WHAT TO WORK ON: Tally the lines of the data that include the word "ends". Only the number is to be returned.

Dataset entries
Start of Block

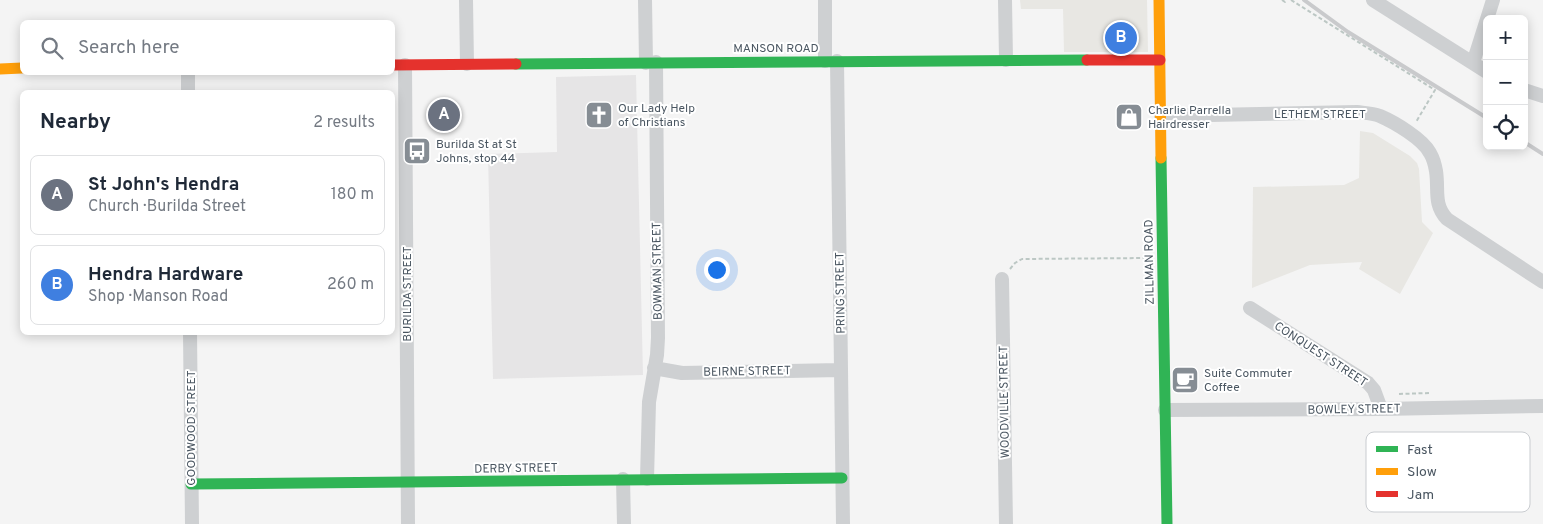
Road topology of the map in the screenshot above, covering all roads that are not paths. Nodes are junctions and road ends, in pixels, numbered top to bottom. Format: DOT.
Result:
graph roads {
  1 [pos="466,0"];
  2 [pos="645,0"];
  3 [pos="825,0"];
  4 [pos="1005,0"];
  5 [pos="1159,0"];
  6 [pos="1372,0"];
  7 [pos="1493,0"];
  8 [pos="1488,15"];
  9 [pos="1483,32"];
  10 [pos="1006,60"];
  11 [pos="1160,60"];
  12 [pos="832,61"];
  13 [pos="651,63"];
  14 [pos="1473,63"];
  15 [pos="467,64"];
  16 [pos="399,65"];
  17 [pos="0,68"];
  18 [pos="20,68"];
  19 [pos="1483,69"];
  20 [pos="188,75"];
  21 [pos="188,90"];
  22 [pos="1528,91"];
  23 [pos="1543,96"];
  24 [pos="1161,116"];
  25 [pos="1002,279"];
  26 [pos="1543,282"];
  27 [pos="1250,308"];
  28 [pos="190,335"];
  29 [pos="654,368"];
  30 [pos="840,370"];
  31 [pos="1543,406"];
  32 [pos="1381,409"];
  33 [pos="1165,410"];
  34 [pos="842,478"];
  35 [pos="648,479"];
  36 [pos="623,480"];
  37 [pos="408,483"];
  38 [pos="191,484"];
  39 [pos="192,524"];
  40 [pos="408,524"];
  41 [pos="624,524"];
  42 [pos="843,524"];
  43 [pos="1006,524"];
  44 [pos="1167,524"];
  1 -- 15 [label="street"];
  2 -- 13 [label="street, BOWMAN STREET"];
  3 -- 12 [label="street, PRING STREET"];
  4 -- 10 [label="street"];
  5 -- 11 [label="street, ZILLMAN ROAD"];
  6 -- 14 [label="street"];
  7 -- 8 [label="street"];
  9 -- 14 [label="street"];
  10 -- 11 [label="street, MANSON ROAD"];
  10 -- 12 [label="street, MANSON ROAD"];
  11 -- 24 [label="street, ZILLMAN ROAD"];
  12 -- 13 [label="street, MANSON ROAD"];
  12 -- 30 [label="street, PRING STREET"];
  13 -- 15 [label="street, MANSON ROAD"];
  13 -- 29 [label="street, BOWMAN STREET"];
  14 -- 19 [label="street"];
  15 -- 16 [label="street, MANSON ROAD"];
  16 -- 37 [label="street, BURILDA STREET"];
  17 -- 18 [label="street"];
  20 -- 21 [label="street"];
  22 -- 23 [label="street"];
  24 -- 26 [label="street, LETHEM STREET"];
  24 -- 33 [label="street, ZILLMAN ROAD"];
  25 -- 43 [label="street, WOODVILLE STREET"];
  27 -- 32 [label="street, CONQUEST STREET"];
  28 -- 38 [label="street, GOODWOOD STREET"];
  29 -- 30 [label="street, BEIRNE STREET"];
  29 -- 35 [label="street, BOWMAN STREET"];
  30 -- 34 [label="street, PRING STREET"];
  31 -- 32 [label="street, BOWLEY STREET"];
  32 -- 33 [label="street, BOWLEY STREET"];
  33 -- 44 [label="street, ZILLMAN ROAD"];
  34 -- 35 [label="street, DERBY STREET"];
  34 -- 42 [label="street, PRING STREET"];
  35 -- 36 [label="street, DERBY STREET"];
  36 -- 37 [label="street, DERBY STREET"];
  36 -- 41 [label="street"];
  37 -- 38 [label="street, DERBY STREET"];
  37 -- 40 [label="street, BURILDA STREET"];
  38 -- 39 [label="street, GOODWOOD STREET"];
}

End of Block
Start of Block

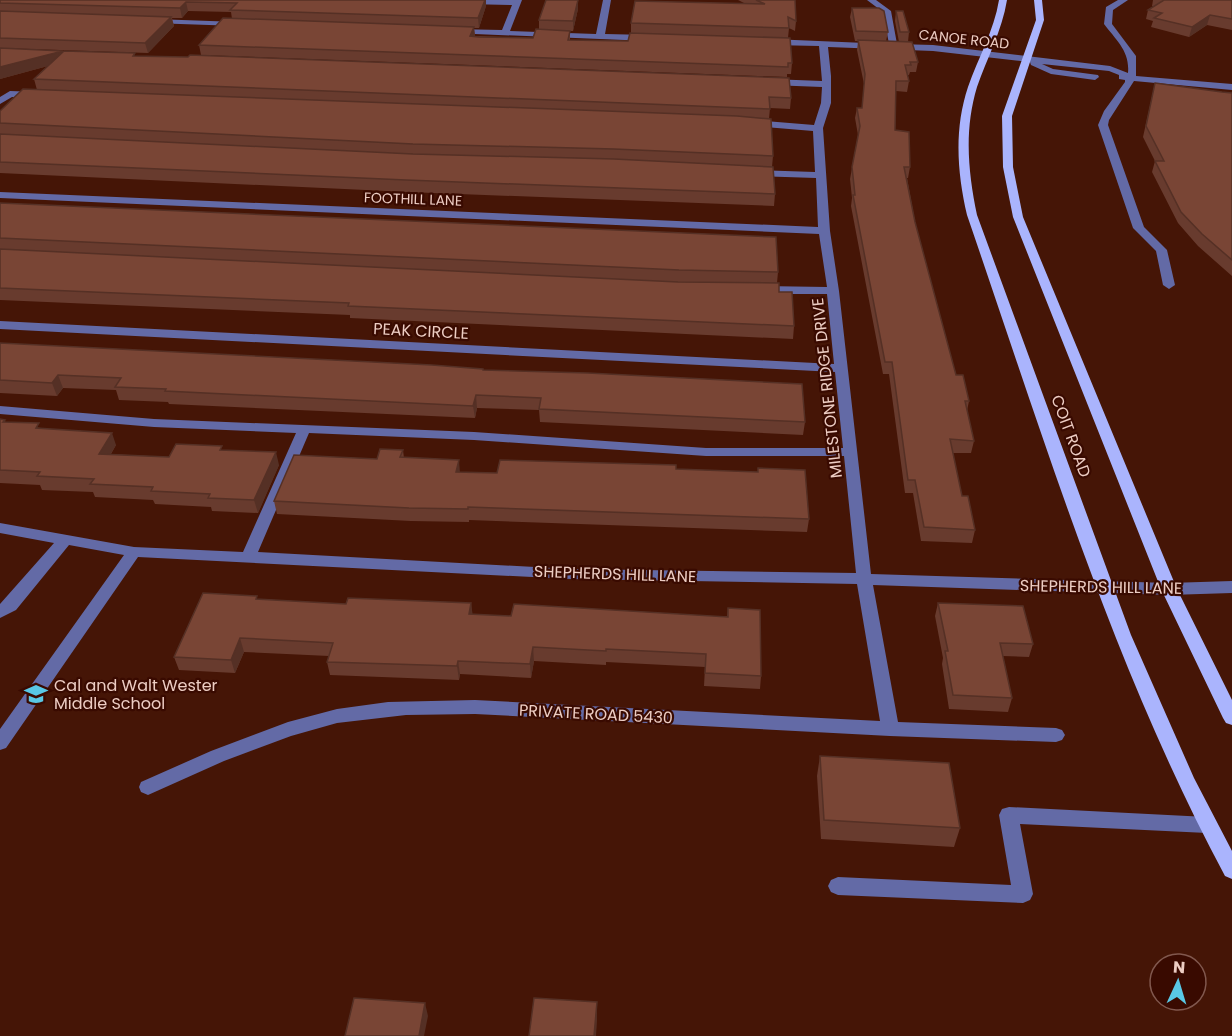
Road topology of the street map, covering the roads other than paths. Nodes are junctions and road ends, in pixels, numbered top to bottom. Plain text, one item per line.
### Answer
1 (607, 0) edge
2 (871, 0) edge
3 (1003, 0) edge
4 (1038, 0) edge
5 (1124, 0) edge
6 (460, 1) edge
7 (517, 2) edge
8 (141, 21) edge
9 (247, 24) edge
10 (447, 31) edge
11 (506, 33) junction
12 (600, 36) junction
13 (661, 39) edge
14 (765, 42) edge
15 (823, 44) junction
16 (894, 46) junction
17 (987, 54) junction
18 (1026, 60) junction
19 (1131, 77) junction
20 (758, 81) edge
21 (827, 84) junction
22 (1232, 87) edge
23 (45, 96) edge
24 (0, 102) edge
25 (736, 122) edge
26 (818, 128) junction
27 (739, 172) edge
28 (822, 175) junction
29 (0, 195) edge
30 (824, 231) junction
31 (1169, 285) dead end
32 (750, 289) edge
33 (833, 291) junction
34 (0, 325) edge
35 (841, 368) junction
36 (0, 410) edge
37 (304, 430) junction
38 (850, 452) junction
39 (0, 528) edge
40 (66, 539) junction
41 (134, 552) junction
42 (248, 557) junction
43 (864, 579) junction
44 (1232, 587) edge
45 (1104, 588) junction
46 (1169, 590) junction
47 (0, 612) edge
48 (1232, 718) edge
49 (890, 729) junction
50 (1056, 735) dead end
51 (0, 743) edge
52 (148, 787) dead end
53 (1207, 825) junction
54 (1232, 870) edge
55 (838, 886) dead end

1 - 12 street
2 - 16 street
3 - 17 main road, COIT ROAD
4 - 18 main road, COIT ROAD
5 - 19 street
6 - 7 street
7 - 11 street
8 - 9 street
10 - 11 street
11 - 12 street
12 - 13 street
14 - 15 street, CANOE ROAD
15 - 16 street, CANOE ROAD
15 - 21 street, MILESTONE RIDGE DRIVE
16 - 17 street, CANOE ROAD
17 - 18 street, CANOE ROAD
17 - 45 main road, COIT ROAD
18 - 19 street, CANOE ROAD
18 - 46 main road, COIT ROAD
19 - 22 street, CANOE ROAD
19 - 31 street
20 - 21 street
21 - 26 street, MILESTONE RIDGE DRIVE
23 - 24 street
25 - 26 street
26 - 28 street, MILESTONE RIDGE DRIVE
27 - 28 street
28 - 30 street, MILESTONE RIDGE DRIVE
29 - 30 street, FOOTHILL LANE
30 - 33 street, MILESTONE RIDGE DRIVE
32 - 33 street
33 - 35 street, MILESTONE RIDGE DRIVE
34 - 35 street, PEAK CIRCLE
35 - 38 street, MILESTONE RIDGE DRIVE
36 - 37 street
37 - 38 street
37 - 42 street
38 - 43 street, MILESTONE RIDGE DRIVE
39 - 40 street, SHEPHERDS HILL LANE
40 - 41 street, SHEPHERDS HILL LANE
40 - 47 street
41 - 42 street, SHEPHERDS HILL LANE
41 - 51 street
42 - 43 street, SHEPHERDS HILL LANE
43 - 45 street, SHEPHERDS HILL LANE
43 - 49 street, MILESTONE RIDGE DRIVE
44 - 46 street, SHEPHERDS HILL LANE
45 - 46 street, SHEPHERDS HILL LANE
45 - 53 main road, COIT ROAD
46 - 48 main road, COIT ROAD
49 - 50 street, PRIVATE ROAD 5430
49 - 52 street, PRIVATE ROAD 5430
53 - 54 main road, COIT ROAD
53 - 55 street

End of Block

YOUR SOLUTION: 2